Wir versuchen, nun eine Entscheidung in R zu simulieren. Wir gehen davon aus, dass wir die Zeit in ganz kleine Schritten \(\Delta_t\) unterteilen (diskrete Zeit).

Wir modellieren die aktuelle Decision Variable zu Zeitpunkt \(t\) als normalverteilte Zufallszahl, bei der die driftrate den Mittelwert der Evidenz repräsentiert, und sd die Standardabweichung.

driftrate <- 0.5
sd <- 0.1
evidence <- rnorm(n = 1, mean = driftrate, sd = sd)
evidence
[1] 0.604934

Dies bedeutet, dass zum Zeitpunkt \(t\) die Evidenz ungefähr 0.6 beträgt. Da die Evidenz die durchschnittliche Steigung repräsentiert, wird Evidenz \(>0\) dazu führen, dass ein Schritt in Richtung der oberen Grenze gemacht wird. Wäre die Evidenz negativ, wird ein Schritt nach unten gemacht. Da die Evidenz aus einer Normalverteilung gezogen wird, ist es also möglich, dass die Evidenz zufällig negativ wird, obwohl die drift rate, d.h. die Repräsentation der Stimulusstärke, positiv ist.

Note

Es wird angenommen, dass dieser Aspekt einigermassen gut die Vorgänge im Gehirn abbildet, da die neuronalen Antworten auf einen Reiz variabel sind (dies bedeutet, dass Neurone immer unterschiedlich auf einen Reiz reagieren, auch wenn dieser gleich bleibt).
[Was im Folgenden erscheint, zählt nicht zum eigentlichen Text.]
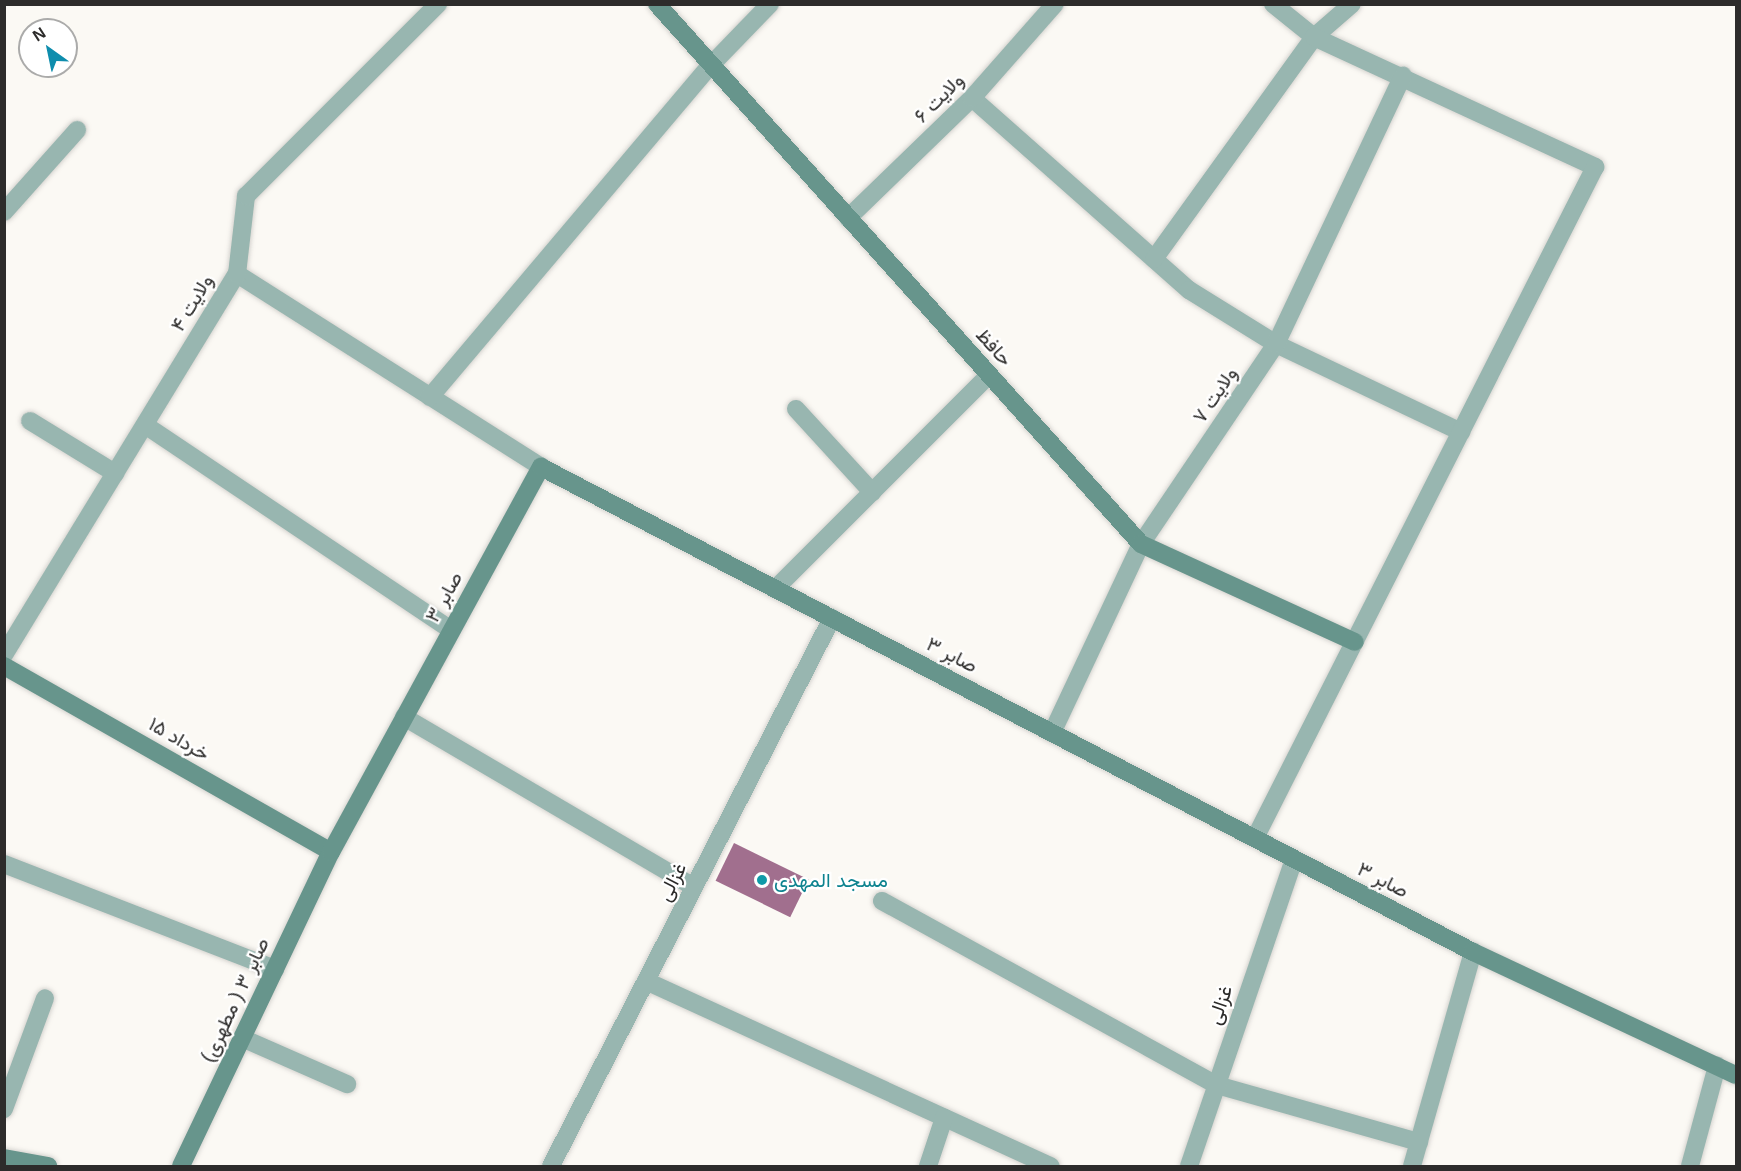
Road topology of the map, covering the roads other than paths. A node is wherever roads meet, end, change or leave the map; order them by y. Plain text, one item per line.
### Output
1 (438, 4) edge
2 (657, 4) edge
3 (770, 4) edge
4 (1055, 4) edge
5 (1273, 4) edge
6 (1352, 4) edge
7 (1314, 37) junction
8 (711, 65) junction
9 (1403, 75) junction
10 (972, 98) junction
11 (78, 130) dead end
12 (4, 212) edge
13 (848, 218) junction
14 (1154, 259) junction
15 (237, 274) junction
16 (1276, 344) junction
17 (989, 375) junction
18 (430, 397) junction
19 (796, 409) dead end
20 (30, 421) dead end
21 (144, 425) junction
22 (1461, 432) junction
23 (541, 467) junction
24 (115, 473) junction
25 (872, 492) junction
26 (1141, 544) junction
27 (775, 589) junction
28 (832, 618) junction
29 (452, 630) junction
30 (1354, 642) junction
31 (4, 655) edge
32 (4, 666) edge
33 (404, 717) junction
34 (1052, 733) junction
35 (1255, 838) junction
36 (330, 852) junction
37 (1294, 859) junction
38 (4, 864) edge
39 (694, 887) junction
40 (882, 901) dead end
41 (1473, 952) junction
42 (275, 969) junction
43 (646, 981) junction
44 (45, 999) dead end
45 (242, 1038) junction
46 (1717, 1066) junction
47 (1737, 1075) edge
48 (347, 1084) dead end
49 (1217, 1085) junction
50 (4, 1109) edge
51 (944, 1118) junction
52 (1419, 1142) junction
53 (4, 1158) edge
54 (48, 1167) edge
55 (181, 1167) edge
56 (551, 1167) edge
57 (928, 1167) edge
58 (1051, 1167) edge
59 (1189, 1167) edge
60 (1412, 1167) edge
61 (1690, 1167) edge

1 - 15 street, ولایت ۴
2 - 8 street, حافظ
3 - 8 street
4 - 10 street, ولایت ۶
5 - 7 street
6 - 7 street
7 - 9 street
7 - 14 street
8 - 13 street, حافظ
8 - 18 street
9 - 16 street, ولایت ۷
9 - 22 street
10 - 13 street, ولایت ۶
10 - 14 street
11 - 12 street
13 - 17 street, حافظ
14 - 16 street
15 - 18 street
15 - 21 street, ولایت ۴
16 - 22 street
16 - 26 street, ولایت ۷
17 - 25 street
17 - 26 street, حافظ
18 - 23 street
19 - 25 street
20 - 24 street
21 - 24 street, ولایت ۴
21 - 29 street
22 - 30 street
23 - 27 street, صابر ۳
23 - 29 street, صابر ۳
24 - 31 street, ولایت ۴
25 - 27 street
26 - 30 street, حافظ
26 - 34 street, ولایت ۷
27 - 28 street, صابر ۳
28 - 34 street, صابر ۳
28 - 39 street, غزالی
29 - 33 street, صابر ۳
30 - 35 street
32 - 36 street, ۱۵ خرداد
33 - 36 street, صابر ۳
33 - 39 street
34 - 35 street, صابر ۳
35 - 37 street, صابر ۳
36 - 42 street, صابر ۳ ( مطهری)
37 - 41 street, صابر ۳
37 - 49 street, غزالی
38 - 42 street
39 - 43 street, غزالی
40 - 49 street
41 - 46 street, صابر ۳
41 - 52 street
42 - 45 street, صابر ۳ ( مطهری)
43 - 51 street
43 - 56 street, غزالی
44 - 50 street
45 - 48 street
45 - 55 street, صابر ۳ ( مطهری)
46 - 47 street, صابر ۳
46 - 61 street
49 - 52 street
49 - 59 street, غزالی
51 - 57 street
51 - 58 street
52 - 60 street
53 - 54 street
Wenn wir dieses Prozess nun über einen Zeitraum wiederholen, und die evidence Werte aufsummieren, erhalten wir die decision variable. Diese sieht aus wie ein random walk mit einem Drift in die Richtung der durchschnittlichen Evidenz.

Random walk simulieren

Ein random walk ist das Resultat der Aufsummierung von Zufallszahlen. Probieren Sie es selber aus; simulieren Sie einen random walk mit 100 Zeitschritten. Fangen Sie bei \(0\) an, ziehen Sie 99 normalverteilte Zufallszahlen und berechnen Sie die kumulierte Summe. Plotten Sie das Resultat.

Dieser random walk hat keinen Trend, weil wir immer aus einer Normalverteilung mit Mittelwert \(\mu=0\) ziehen. Wenn wir stattdessen aus einer Verteilung mit \(\mu=0.1\) ziehen, erhalten wir einen positiven Trend.

set.seed(546)

# hier z.B> standardnormalverteilte Zahlen
zufallszahlen_1 <- c(0, rnorm(99, 0, 1))
random_walk_1 <- cumsum(zufallszahlen_1)

plot(1:100, random_walk_1, type = "s", col = "#7fc97f", 
     ylim=c(-10,30), lwd = 2, 
     xlab = "Zeit", ylab="Random Walk")

zufallszahlen_2 <- c(0, rnorm(99, 0.3, 1))
random_walk_2 <- cumsum(zufallszahlen_2)

plot(1:100, random_walk_1, type = "s", col = "#7fc97f", 
     ylim=c(-10,30), lwd = 2, 
     xlab = "Zeit", ylab="Random Walk")
lines(1:100, random_walk_2, pch = 18, col = "#beaed4", 
      type = "s", lwd = 2)

legend("topleft", legend=c("Ohne Trend", "Mit Trend"),
       col=c("#7fc97f", "#beaed4"), lty = c(1, 1))

Evidenzakkumulierung

Die Evidenzakkumulierung wird analog modelliert. Wenn wir explizit die Zeitschritte als Iterationen aufschreiben, können wir dies in R mit einer for Loop machen.

driftrate <- 0.5
sd <- 0.1

n_steps <- 10
evidence <- rep(NA, n_steps)

dv <- rep(NA, n_steps)

time_steps <- 1:n_steps

# Wir ziehen den ersten Wert aus der Verteilung
evidence[1] <- rnorm(1, mean = driftrate, sd = sd)
dv[1] <- evidence[1]

# für jeden weitern Zeitpunkt ziehen wir wieder eine Zufallszahl und addieren zur kumulierten DV
for (t in 2:n_steps) {
    evidence[t] <- rnorm(1, mean = driftrate, sd = sd)
    dv[t] <- dv[t-1] + evidence[t]
}
tibble(time_steps, evidence, dv) |> 
    pivot_longer(c(evidence, dv), names_to = "type", values_to = "value") |> 
    ggplot(aes(time_steps, value, linetype = type, color = type)) +
    geom_line() +
    geom_point(size = 4) +
    scale_color_viridis_d(begin = 0.2, end = 0.5)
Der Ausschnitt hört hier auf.